The lines you return must be all those in the data that hold the string "Loke".

** Opening Input for this task block **

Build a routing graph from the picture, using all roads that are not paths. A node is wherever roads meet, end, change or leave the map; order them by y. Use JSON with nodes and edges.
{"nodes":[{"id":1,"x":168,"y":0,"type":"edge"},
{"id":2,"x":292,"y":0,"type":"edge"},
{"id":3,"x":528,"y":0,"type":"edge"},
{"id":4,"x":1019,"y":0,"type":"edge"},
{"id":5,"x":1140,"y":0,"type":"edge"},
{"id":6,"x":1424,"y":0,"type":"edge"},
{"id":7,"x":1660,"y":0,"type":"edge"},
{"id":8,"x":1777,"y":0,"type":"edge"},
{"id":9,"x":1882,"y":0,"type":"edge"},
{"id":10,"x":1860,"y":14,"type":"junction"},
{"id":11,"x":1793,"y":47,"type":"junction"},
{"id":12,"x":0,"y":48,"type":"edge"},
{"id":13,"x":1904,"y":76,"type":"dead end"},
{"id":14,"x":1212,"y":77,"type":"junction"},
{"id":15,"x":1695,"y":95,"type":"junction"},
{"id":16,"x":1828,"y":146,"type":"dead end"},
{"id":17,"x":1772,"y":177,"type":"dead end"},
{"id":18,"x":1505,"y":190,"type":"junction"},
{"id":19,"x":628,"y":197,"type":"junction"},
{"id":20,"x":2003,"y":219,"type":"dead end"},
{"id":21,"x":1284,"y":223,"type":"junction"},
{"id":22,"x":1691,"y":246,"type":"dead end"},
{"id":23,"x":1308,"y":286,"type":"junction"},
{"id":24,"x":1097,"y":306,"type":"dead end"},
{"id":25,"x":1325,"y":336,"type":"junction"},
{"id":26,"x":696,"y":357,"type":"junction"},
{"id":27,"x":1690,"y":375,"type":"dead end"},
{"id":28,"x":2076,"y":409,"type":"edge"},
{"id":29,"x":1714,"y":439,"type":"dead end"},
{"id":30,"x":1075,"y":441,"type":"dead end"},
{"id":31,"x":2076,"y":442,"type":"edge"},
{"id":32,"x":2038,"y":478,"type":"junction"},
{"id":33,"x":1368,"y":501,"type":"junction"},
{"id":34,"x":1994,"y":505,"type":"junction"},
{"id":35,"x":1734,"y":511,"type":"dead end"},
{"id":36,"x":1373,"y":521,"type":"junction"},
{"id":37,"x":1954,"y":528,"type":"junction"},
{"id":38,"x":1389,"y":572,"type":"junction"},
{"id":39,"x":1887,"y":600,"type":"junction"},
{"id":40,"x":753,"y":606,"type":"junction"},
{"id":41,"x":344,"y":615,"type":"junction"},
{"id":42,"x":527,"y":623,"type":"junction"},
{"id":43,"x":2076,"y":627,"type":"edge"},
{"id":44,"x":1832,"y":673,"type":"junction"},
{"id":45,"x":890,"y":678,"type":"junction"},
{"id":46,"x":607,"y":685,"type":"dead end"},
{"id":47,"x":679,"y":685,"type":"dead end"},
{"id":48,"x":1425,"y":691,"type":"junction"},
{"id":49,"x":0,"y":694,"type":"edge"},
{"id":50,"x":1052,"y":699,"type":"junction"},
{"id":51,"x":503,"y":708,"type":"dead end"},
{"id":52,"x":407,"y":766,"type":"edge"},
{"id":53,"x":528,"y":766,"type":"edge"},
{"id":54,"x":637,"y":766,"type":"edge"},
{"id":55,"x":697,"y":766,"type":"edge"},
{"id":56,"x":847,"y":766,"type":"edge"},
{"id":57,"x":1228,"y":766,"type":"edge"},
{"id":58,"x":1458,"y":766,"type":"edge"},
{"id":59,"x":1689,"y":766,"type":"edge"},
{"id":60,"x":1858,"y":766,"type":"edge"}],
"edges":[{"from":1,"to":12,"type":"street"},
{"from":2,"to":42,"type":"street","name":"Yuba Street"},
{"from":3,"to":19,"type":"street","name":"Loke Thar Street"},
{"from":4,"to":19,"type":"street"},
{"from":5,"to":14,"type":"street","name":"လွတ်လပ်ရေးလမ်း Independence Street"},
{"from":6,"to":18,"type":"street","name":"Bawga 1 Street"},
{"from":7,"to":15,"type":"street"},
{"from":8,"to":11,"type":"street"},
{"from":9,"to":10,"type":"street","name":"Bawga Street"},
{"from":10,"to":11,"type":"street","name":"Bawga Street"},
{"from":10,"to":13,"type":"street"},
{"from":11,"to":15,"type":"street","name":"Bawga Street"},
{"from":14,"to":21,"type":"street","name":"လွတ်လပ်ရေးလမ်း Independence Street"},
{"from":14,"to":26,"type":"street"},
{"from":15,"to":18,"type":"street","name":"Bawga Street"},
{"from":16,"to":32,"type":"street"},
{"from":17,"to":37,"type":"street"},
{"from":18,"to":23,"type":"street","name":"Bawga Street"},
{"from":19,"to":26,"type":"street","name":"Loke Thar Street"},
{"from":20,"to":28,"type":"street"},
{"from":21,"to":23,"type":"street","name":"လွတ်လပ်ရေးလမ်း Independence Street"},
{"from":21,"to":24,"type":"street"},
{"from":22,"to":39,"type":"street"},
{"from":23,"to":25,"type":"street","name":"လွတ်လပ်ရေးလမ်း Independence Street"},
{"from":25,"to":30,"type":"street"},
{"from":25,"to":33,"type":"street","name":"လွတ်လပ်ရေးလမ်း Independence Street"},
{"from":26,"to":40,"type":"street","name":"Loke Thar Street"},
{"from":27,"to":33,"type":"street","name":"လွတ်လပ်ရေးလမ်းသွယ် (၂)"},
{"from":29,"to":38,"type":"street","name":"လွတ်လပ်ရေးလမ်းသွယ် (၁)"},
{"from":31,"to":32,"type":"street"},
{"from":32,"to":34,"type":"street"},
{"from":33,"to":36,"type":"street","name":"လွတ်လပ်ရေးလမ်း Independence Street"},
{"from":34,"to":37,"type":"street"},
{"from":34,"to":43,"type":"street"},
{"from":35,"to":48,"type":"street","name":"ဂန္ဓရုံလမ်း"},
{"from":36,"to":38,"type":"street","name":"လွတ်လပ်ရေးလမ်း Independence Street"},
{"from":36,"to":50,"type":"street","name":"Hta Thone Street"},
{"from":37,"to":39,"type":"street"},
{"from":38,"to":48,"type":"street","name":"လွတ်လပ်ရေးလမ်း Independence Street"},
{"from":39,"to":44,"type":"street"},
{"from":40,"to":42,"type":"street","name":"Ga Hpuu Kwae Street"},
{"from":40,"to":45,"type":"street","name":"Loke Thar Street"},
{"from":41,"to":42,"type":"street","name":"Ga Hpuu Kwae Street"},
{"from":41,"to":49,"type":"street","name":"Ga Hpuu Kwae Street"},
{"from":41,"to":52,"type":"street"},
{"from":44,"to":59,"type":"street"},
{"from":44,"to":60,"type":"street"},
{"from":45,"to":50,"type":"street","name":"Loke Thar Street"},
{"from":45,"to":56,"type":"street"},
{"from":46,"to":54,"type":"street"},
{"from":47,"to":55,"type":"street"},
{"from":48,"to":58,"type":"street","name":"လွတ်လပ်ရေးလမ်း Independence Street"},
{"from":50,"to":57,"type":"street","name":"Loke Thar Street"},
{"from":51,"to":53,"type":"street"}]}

** Closing Input for this task block **

Exercise answer
{"from":3,"to":19,"type":"street","name":"Loke Thar Street"},
{"from":19,"to":26,"type":"street","name":"Loke Thar Street"},
{"from":26,"to":40,"type":"street","name":"Loke Thar Street"},
{"from":40,"to":45,"type":"street","name":"Loke Thar Street"},
{"from":45,"to":50,"type":"street","name":"Loke Thar Street"},
{"from":50,"to":57,"type":"street","name":"Loke Thar Street"},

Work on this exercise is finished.